§ **TASK OBJECTIVE**: In the listing below, identify each line with the word "junctions" and return those lines.

§ **EXERCISE MATERIALS**:
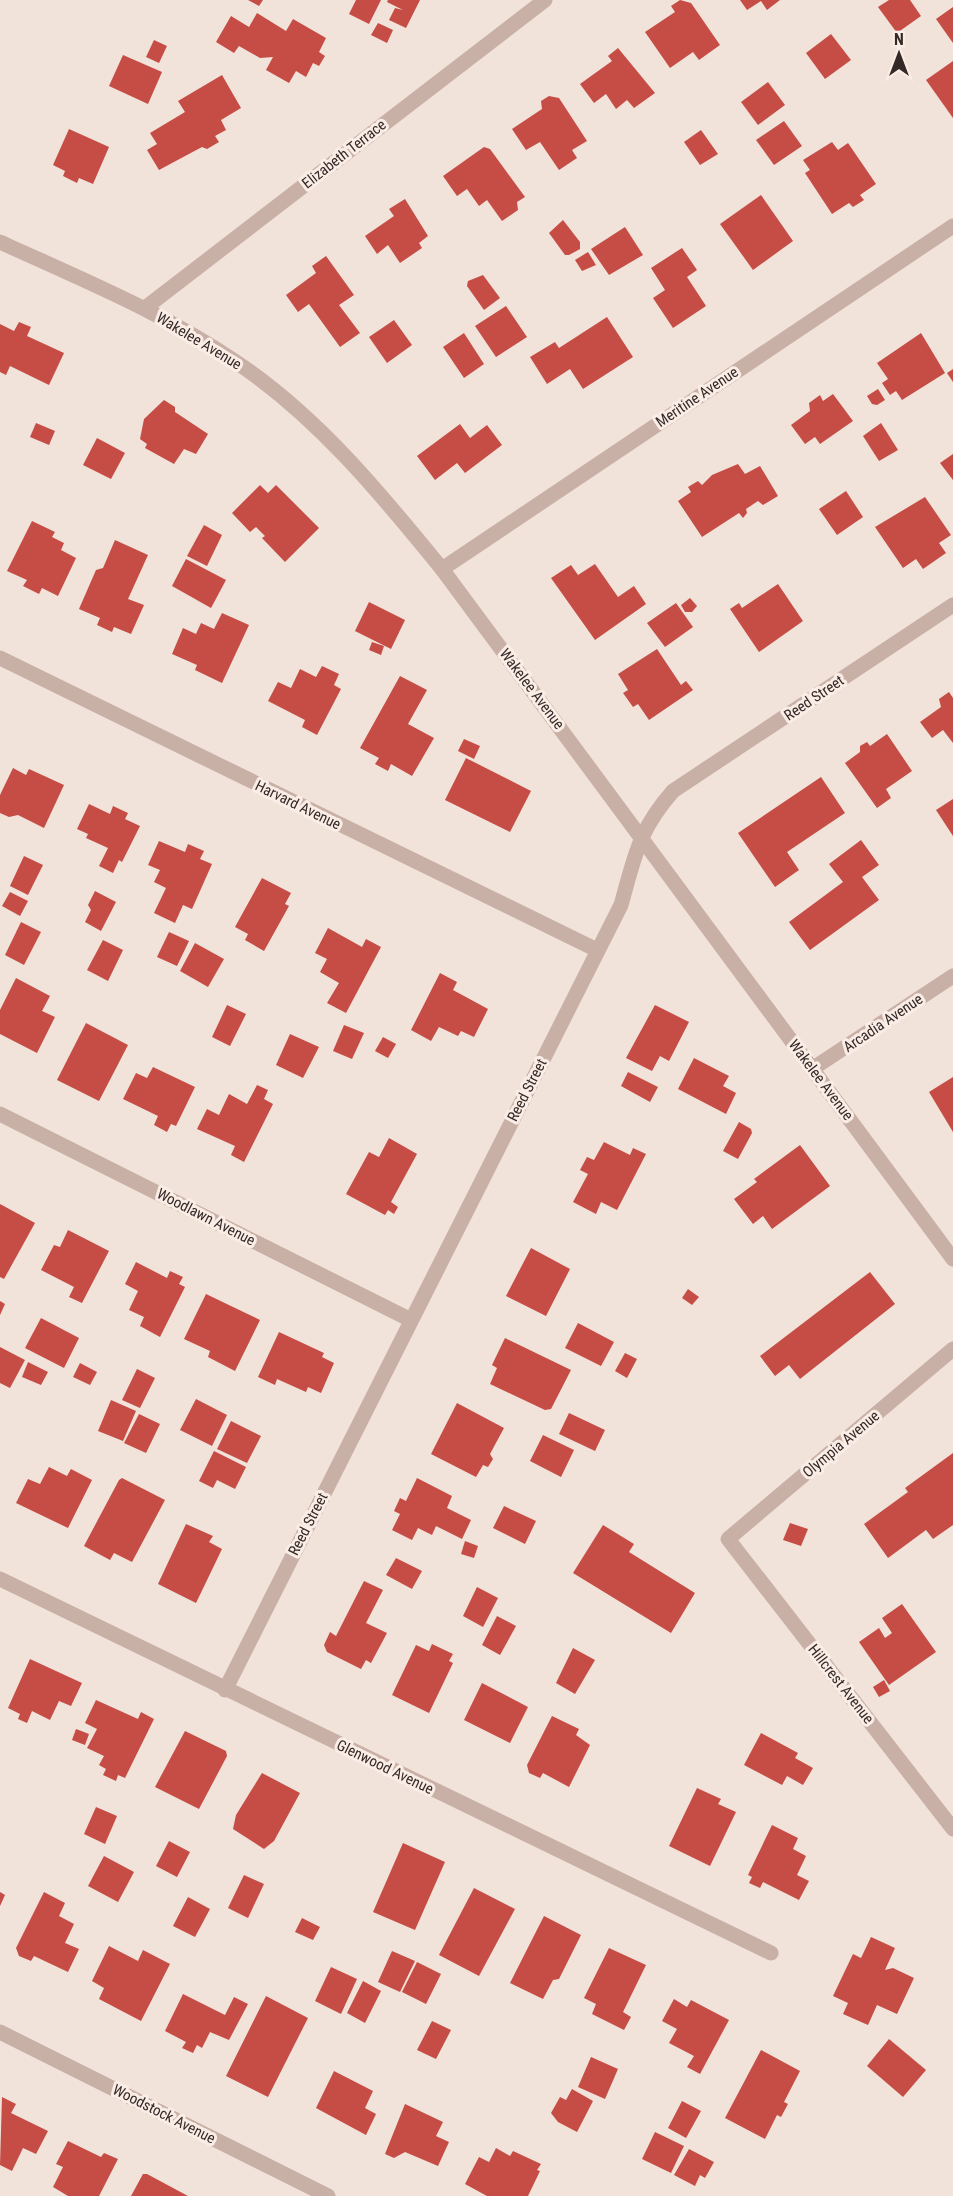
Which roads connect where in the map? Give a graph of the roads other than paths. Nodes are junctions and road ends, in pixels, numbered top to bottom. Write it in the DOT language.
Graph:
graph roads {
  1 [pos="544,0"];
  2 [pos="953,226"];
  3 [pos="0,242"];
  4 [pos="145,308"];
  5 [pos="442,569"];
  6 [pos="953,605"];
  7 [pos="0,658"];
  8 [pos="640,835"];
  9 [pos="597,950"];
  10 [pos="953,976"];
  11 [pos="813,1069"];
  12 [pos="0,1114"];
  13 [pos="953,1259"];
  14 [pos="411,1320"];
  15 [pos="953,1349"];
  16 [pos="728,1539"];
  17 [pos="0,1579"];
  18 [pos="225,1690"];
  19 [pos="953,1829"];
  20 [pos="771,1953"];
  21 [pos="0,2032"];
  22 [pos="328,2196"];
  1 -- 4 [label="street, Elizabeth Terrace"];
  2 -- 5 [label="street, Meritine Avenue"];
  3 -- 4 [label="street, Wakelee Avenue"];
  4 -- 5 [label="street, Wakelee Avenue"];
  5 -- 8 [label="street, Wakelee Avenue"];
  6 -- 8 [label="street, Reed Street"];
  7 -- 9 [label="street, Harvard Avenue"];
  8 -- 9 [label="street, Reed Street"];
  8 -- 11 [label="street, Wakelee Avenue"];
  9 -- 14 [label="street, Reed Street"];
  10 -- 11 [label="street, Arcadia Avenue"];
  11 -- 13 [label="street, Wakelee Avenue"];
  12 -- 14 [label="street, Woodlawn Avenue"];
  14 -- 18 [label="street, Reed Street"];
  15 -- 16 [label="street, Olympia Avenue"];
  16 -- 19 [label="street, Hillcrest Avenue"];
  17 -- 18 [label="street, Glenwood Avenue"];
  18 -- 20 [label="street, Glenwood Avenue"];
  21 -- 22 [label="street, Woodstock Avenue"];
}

...

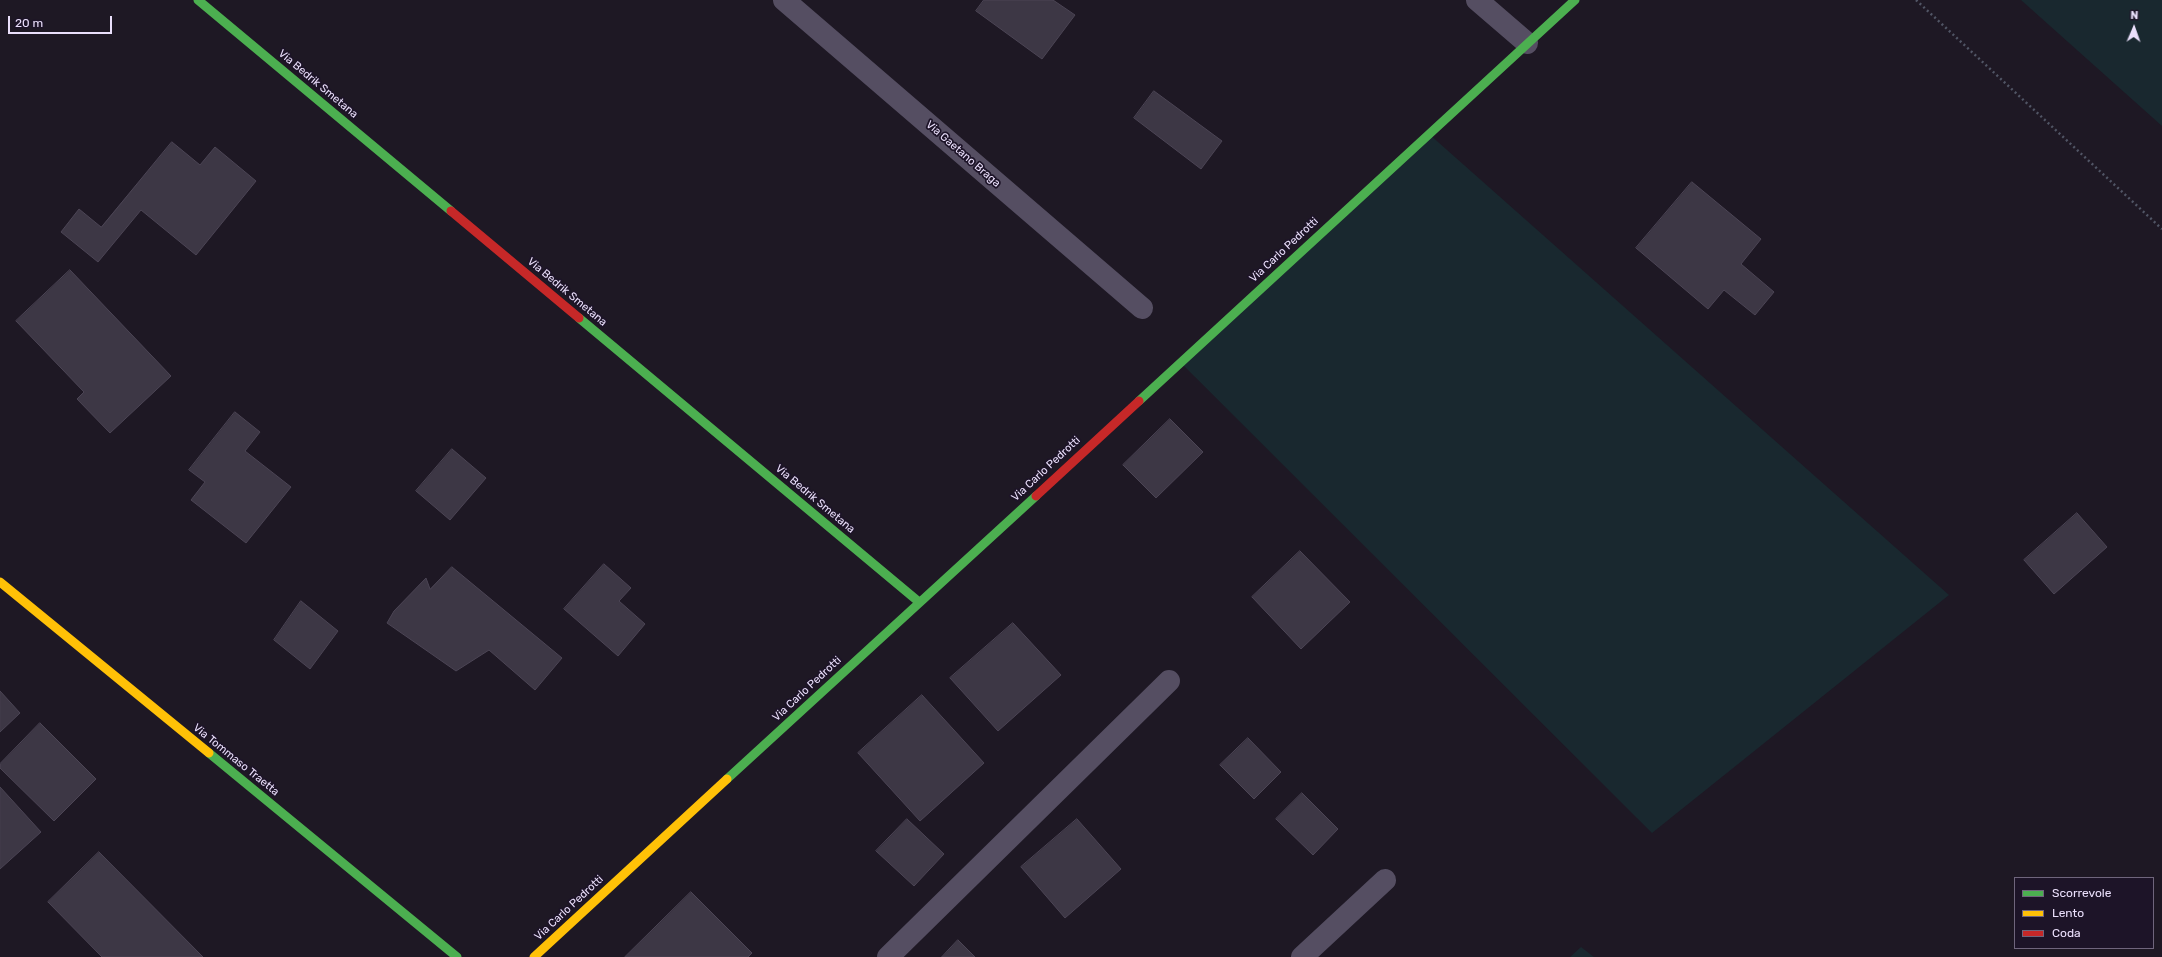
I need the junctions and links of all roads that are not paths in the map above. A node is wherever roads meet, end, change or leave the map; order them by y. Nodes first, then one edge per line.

§ **REPLY**:
Which roads connect where in the map? Give a graph of the roads other than paths. Nodes are junctions and road ends, in pixels, numbered top to bottom. Write it in the DOT language.
I need the junctions and links of all roads that are not paths in the map above. A node is wherever roads meet, end, change or leave the map; order them by y. Nodes first, then one edge per line.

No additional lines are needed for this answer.